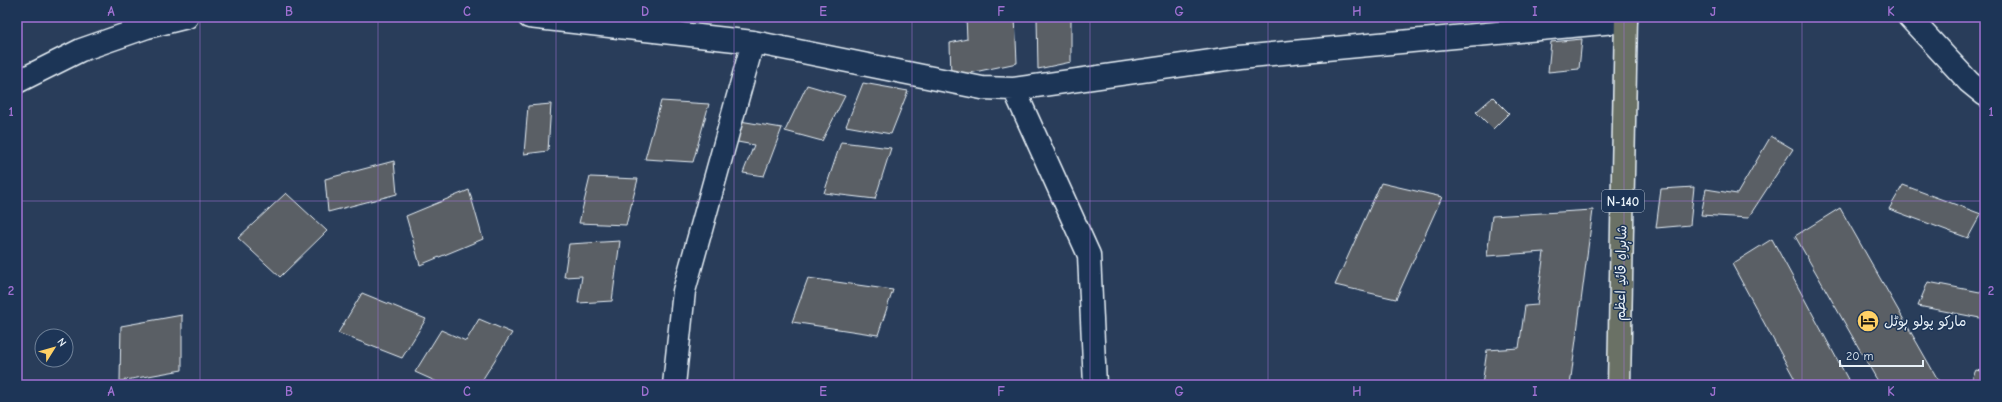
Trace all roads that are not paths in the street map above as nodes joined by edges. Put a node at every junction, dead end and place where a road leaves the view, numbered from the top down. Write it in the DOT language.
graph roads {
  1 [pos="187,17"];
  2 [pos="529,17"];
  3 [pos="1909,17"];
  4 [pos="1626,19"];
  5 [pos="753,42"];
  6 [pos="17,82"];
  7 [pos="1014,89"];
  8 [pos="1985,94"];
  9 [pos="674,385"];
  10 [pos="1095,385"];
  11 [pos="1619,385"];
  1 -- 6 [label="street"];
  2 -- 5 [label="street"];
  3 -- 8 [label="street"];
  4 -- 7 [label="street"];
  4 -- 11 [label="highway, شاہراہِ قائدِ اعظم / N-140"];
  5 -- 7 [label="street"];
  5 -- 9 [label="street"];
  7 -- 10 [label="street"];
}
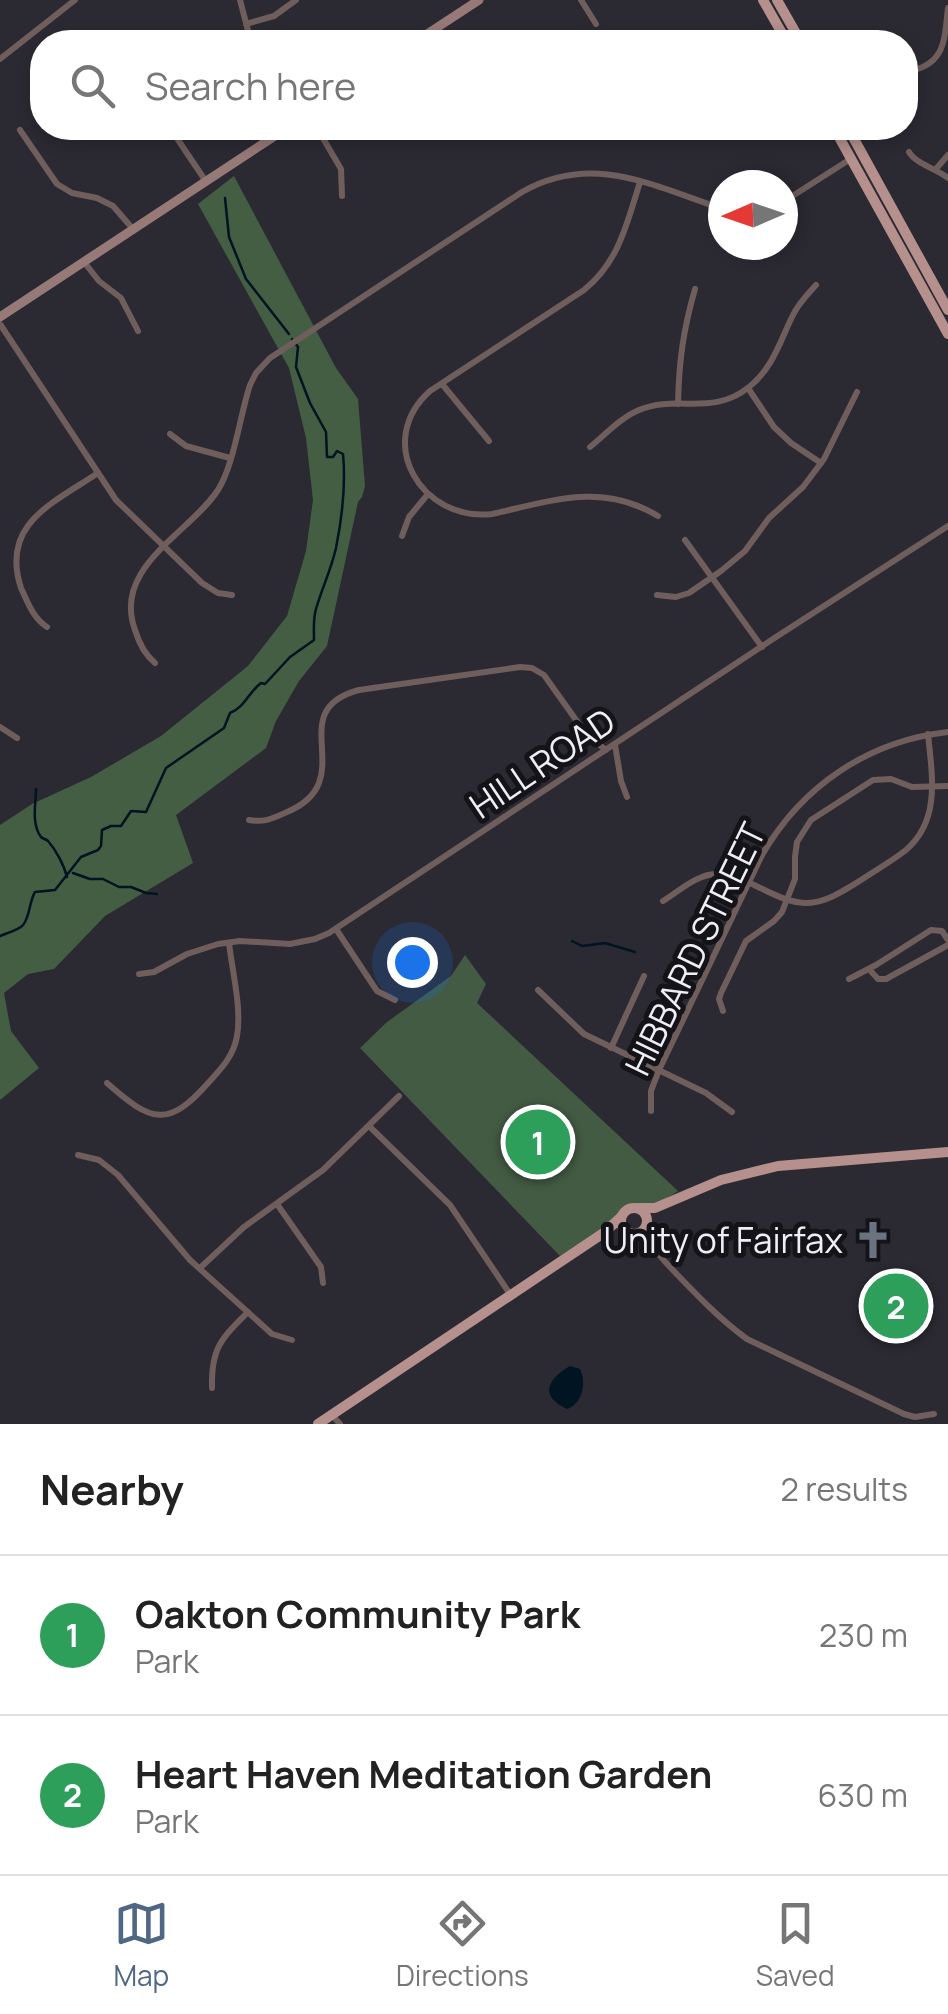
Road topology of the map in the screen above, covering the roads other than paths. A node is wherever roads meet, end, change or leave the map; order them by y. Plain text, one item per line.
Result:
1 (74, 0) edge
2 (240, 0) edge
3 (296, 0) edge
4 (479, 0) edge
5 (581, 0) edge
6 (763, 0) edge
7 (777, 0) edge
8 (948, 8) edge
9 (246, 24) junction
10 (596, 24) dead end
11 (37, 30) edge
12 (247, 30) edge
13 (437, 30) edge
14 (780, 30) edge
15 (794, 30) edge
16 (30, 36) edge
17 (0, 60) edge
18 (918, 68) edge
19 (20, 130) dead end
20 (178, 140) edge
21 (268, 140) edge
22 (324, 140) edge
23 (841, 140) edge
24 (855, 140) edge
25 (862, 152) junction
26 (909, 152) dead end
27 (948, 156) edge
28 (851, 159) junction
29 (936, 169) junction
30 (948, 178) edge
31 (205, 180) junction
32 (640, 182) junction
33 (798, 193) edge
34 (342, 196) dead end
35 (708, 204) edge
36 (133, 229) junction
37 (84, 262) junction
38 (816, 284) dead end
39 (695, 290) dead end
40 (948, 310) edge
41 (0, 320) edge
42 (138, 330) dead end
43 (948, 334) edge
44 (442, 384) junction
45 (748, 388) junction
46 (857, 392) dead end
47 (678, 404) junction
48 (170, 434) dead end
49 (489, 441) dead end
50 (590, 448) dead end
51 (230, 458) junction
52 (821, 463) junction
53 (98, 473) junction
54 (428, 494) junction
55 (658, 516) dead end
56 (948, 526) edge
57 (402, 536) dead end
58 (684, 540) dead end
59 (164, 547) junction
60 (712, 577) junction
61 (232, 594) dead end
62 (656, 595) dead end
63 (47, 627) dead end
64 (762, 648) junction
65 (155, 662) dead end
66 (0, 727) edge
67 (948, 732) edge
68 (928, 734) junction
69 (17, 738) dead end
70 (615, 744) junction
71 (606, 750) junction
72 (948, 786) edge
73 (932, 787) junction
74 (627, 797) dead end
75 (250, 820) dead end
76 (748, 883) junction
77 (788, 899) junction
78 (663, 901) dead end
79 (336, 929) junction
80 (228, 942) junction
81 (948, 943) edge
82 (869, 969) junction
83 (139, 974) dead end
84 (644, 976) dead end
85 (849, 979) dead end
86 (538, 990) dead end
87 (395, 1000) dead end
88 (723, 1011) dead end
89 (611, 1048) junction
90 (659, 1070) junction
91 (107, 1083) dead end
92 (399, 1096) dead end
93 (651, 1111) dead end
94 (732, 1112) dead end
95 (369, 1126) junction
96 (948, 1152) edge
97 (78, 1154) dead end
98 (684, 1197) junction
99 (277, 1204) junction
100 (639, 1208) junction
101 (621, 1216) junction
102 (646, 1224) junction
103 (631, 1233) junction
104 (650, 1244) junction
105 (563, 1260) junction
106 (200, 1268) junction
107 (324, 1283) dead end
108 (510, 1294) junction
109 (248, 1312) junction
110 (292, 1340) dead end
111 (212, 1388) dead end
112 (934, 1414) dead end
113 (336, 1419) edge
114 (318, 1424) edge

1 - 11 street
2 - 9 street
3 - 9 street
4 - 13 street
5 - 10 street
6 - 14 main road
7 - 15 main road
8 - 18 street
9 - 12 street
16 - 17 street
19 - 36 street
20 - 31 street
21 - 31 street
22 - 34 street
23 - 28 main road
24 - 25 main road
25 - 28 street
25 - 40 main road
26 - 29 street
27 - 29 street
28 - 33 street
28 - 43 main road
29 - 30 street
31 - 36 street
32 - 35 street
32 - 44 street
32 - 51 street
36 - 37 street
37 - 41 street
37 - 42 street
38 - 45 street
39 - 47 street
41 - 53 street
44 - 49 street
44 - 54 street
45 - 47 street
45 - 52 street
46 - 52 street
47 - 50 street
48 - 51 street
51 - 59 street
52 - 60 street
53 - 59 street
53 - 63 street
54 - 55 street
54 - 57 street
56 - 64 street, HILL ROAD
58 - 60 street
59 - 61 street
59 - 65 street
60 - 62 street
60 - 64 street
64 - 70 street, HILL ROAD
66 - 69 street
67 - 68 street, HIBBARD STREET
68 - 73 street
68 - 76 street, HIBBARD STREET
70 - 71 street, HILL ROAD
70 - 74 street
71 - 75 street
71 - 79 street, HILL ROAD
72 - 73 street
73 - 77 street
73 - 77 street
76 - 77 street
76 - 78 street
76 - 90 street, HIBBARD STREET
77 - 88 street
79 - 80 street, HILL ROAD
79 - 87 street
80 - 83 street, HILL ROAD
80 - 91 street
81 - 82 street
81 - 82 street
82 - 85 street
84 - 89 street
86 - 89 street
89 - 90 street
90 - 93 street, HIBBARD STREET
90 - 94 street
92 - 95 street
95 - 99 street
95 - 108 street
96 - 98 main road
97 - 106 street
98 - 100 main road
98 - 102 main road
99 - 106 street
99 - 107 street
100 - 101 main road
100 - 102 main road
101 - 103 main road
101 - 105 main road
102 - 103 main road
102 - 104 street
103 - 104 street
103 - 105 main road
104 - 112 street
105 - 108 main road
106 - 109 street
108 - 113 main road
109 - 110 street
109 - 111 street
113 - 114 main road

═══

Copy nothing past the line containing "Road topology of": reproduce every line from the start of the records up to it, skipping pictures.

» SOLUTION TO THE PROBLEM
Trace all roads that are not paths in the street map above as nodes joined by edges. Put a node at every junction, dead end and place where a road leaves the view, numbered from the top down. Write it in the DOT language.
graph roads {
  1 [pos="187,17"];
  2 [pos="529,17"];
  3 [pos="1909,17"];
  4 [pos="1626,19"];
  5 [pos="753,42"];
  6 [pos="17,82"];
  7 [pos="1014,89"];
  8 [pos="1985,94"];
  9 [pos="674,385"];
  10 [pos="1095,385"];
  11 [pos="1619,385"];
  1 -- 6 [label="street"];
  2 -- 5 [label="street"];
  3 -- 8 [label="street"];
  4 -- 7 [label="street"];
  4 -- 11 [label="highway, شاہراہِ قائدِ اعظم / N-140"];
  5 -- 7 [label="street"];
  5 -- 9 [label="street"];
  7 -- 10 [label="street"];
}
Road topology of the map in the screen above, covering the roads other than paths. A node is wherever roads meet, end, change or leave the map; order them by y. Plain text, one item per line.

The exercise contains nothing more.